Появление Товстоногова в городе было событием будоражащим. Его спектакли в Театре Ленинского комсомола гремели. Публика брала штурмом огромный неуютный зал. Партийное начальство никак не могло решить, куда зачислить такого яркого худрука – в «продолжатели лучших традиций революционного театра» или в «формалисты, тяготеющие к чуждым влияниям Запада». С одной стороны, пьеса о Юлиусе Фучике, герое-коммунисте, – это хорошо. И спектакль «Дорогой бессмертия» можно бы и хвалить… Но с другой стороны… эта странная декорация с какой-то диафрагмой, непривычное деление действия на короткие эпизоды, «наплывы», и не поймешь, это он в данный момент говорит или вспоминает… И уж нет ли тут отхода от реализма? Товстоногова то хвалили, то поругивали, то прямо-таки хватали за горло.
Для Юрия Сергеевича Юрского, исполнявшего в те годы должность заведующего театральным отделом Управления культуры Ленинграда, Товстоногов был человеком иного поколения (отец был старше его на тринадцать лет) и несколько иных эстетических позиций. Юрского настораживали повышенная экспрессия и бьющая через край режиссерская изобретательность, смущало обилие технических новинок, заслонявших иногда актера. (Отчасти так это и было – только позднее, уже в БДТ Георгий Александрович обрел великолепную классическую умеренность в распределении сил.) При этом отец всегда говорил (цитирую домашние вечерние разговоры с мамой в моем присутствии): «Но талант… талант какой-то… неостановимый!»
В один из трудных моментов жизни Георгий Александрович пришел в кабинет отца на площади Искусств. Поговорили. Содержания разговора я не знаю, но знаю финал встречи. Отец на официальном бланке управления написал записку и попросил свою секретаршу поставить печать. Текст был такой:
Очень в стиле отца. Он всегда любил нарушать границу между естественно-человеческим и чиновничье-официозным.
А секретаршей отца, которая ставила печать, была, кстати заметим, молодая театроведка… Дина Шварц, будущий «министр иностранных дел» товстоноговского государства.
Но вернемся к сюжету. После смерти отца материальное положение наше с мамой оказалось много ниже среднего. Реально встал вопрос, что мне надо бы начать работать. У меня было актерское имя на уровне университетской самодеятельности и довольно заметных проб на первых курсах Театрального института. Кое-что из наших спектаклей показывали даже по телевидению. В те времена это была редкая честь и, ввиду единственности программы, замечалось всеми. Однако для поступления в профессиональный театр это еще не козыри. К тому же в те времена для зачисления на работу обязательно требовалось законченное специальное образование. А я окончил только второй курс.

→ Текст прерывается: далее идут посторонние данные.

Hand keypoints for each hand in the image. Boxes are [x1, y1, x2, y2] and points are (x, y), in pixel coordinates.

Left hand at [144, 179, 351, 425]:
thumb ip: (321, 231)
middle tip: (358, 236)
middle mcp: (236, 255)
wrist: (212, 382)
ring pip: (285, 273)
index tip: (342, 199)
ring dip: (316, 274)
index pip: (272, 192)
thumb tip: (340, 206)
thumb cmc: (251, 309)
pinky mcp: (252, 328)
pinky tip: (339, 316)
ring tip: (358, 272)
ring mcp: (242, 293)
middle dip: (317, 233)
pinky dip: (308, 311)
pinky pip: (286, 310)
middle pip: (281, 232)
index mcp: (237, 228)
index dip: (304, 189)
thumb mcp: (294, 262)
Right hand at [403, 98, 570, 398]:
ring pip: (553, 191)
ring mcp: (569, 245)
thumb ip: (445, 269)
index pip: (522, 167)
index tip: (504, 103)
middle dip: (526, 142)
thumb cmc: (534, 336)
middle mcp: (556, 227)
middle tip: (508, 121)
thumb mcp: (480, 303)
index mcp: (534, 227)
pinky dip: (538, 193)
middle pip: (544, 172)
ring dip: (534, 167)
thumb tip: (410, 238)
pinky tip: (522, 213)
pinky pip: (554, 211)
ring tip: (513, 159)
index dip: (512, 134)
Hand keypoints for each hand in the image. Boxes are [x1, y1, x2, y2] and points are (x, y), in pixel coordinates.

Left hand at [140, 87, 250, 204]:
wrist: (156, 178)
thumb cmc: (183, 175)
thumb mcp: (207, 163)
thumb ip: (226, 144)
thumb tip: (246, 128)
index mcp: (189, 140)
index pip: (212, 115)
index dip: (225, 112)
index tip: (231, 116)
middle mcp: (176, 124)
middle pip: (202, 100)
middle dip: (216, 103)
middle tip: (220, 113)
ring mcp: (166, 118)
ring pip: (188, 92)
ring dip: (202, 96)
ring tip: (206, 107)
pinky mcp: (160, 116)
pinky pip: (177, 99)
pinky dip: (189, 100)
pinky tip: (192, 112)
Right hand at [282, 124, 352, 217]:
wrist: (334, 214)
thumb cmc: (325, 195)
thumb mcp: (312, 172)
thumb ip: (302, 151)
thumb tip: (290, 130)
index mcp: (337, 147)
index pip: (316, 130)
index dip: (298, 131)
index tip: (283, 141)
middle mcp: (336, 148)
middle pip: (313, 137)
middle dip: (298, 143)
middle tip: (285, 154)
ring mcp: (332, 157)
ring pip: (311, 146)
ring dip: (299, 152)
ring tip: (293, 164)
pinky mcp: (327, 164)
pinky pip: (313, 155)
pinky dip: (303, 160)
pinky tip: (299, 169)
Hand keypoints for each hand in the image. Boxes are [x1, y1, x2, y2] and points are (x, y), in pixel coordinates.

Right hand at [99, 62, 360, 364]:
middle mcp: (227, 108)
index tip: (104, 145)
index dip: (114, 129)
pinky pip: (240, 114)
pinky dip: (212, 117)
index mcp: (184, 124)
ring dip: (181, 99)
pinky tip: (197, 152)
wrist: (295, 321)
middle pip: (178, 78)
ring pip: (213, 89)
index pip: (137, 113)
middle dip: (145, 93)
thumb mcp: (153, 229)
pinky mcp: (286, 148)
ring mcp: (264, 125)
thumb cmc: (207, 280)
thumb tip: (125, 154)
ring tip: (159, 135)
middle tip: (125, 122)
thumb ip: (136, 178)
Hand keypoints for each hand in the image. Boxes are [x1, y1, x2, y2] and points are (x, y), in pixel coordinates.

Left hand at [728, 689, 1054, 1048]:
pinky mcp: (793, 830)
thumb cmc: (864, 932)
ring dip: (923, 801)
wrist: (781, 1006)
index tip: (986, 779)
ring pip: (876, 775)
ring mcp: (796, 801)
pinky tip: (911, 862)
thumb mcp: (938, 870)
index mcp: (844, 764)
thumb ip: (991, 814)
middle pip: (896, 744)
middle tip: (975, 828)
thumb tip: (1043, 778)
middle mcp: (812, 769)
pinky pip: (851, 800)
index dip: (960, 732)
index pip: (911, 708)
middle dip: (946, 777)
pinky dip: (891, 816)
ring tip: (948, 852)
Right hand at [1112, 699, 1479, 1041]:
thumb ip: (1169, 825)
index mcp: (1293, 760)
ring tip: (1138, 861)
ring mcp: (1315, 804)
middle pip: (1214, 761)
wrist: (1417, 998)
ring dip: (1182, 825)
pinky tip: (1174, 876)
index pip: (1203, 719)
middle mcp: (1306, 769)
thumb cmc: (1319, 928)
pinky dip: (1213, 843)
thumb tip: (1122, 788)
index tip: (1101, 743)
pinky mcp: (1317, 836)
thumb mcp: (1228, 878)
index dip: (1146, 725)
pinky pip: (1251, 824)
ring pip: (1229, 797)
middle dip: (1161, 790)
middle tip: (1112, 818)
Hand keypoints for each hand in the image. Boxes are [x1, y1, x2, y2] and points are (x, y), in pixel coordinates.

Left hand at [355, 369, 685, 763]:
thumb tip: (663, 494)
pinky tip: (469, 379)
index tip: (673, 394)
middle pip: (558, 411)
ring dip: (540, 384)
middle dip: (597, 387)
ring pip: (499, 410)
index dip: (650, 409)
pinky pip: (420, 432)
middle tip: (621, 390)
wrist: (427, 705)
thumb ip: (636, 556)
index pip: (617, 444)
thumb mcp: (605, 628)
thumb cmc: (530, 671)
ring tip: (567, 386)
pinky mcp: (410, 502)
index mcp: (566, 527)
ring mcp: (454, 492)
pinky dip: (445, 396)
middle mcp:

Похороны отца были десятого июля. Двенадцатого позвонила Дина Шварц и сказала – сезон в БДТ закрывается через пять дней. В последний день – семнадцатого – Георгий Александрович собирает худсовет. Если я буду готов к показу, худсовет может посмотреть меня.
Может быть, меня и приняли бы в театр «по блату» – отношения с отцом, жалость к сироте, Дина в худсовете. Могли бы принять «по блату», если бы… если бы в БДТ того периода существовал блат. Но его не было. Снова подтверждаю – ничто не могло повлиять на решения Г. А., кроме творческих интересов театра. Ни родственные, ни дружеские отношения, ни интимные связи, ни призывы совершить что-то во имя доброты и милости, ни звонки влиятельных людей. Ничто!
Гога стоял как скала. «Меня не поймут в коллективе», – говорил он просящим «сверху». «Театр не собес! Мы не можем заниматься благотворительностью», – говорил он просящим «снизу». Прием в театр, назначение на роль определялись только художественной целесообразностью, так, как он ее понимал. Немало людей имели основание жаловаться на жестокость Гоги. Да, порой его решения бывали жестоки. И последствия бывали драматичны, если не трагичны. Но так Гога строил мощный, без изъянов механизм ГЛАВНОГО ТЕАТРА СВОЕЙ ЖИЗНИ. Он готовил его на взлет, и взлет был уже близок.
Худсовет собрался в полном составе. Такие знакомые лица! Впервые я вижу их так близко, не из зрительного зала. Впервые я вижу их без грима. Оказывается, они старше, чем я думал. Я смотрю на них через полуоткрытую дверь репетиционного зала. Мои кумиры – Полицеймако, Копелян, Казико, Корн, Стржельчик, Рыжухин, Ольхина… сам Товстоногов. Они говорят о важных делах своего замечательного театра. Они шутят, смеются. Потом становятся серьезными. Я слышу голоса, но не разбираю слов. Я очень волнуюсь. Но страха нет.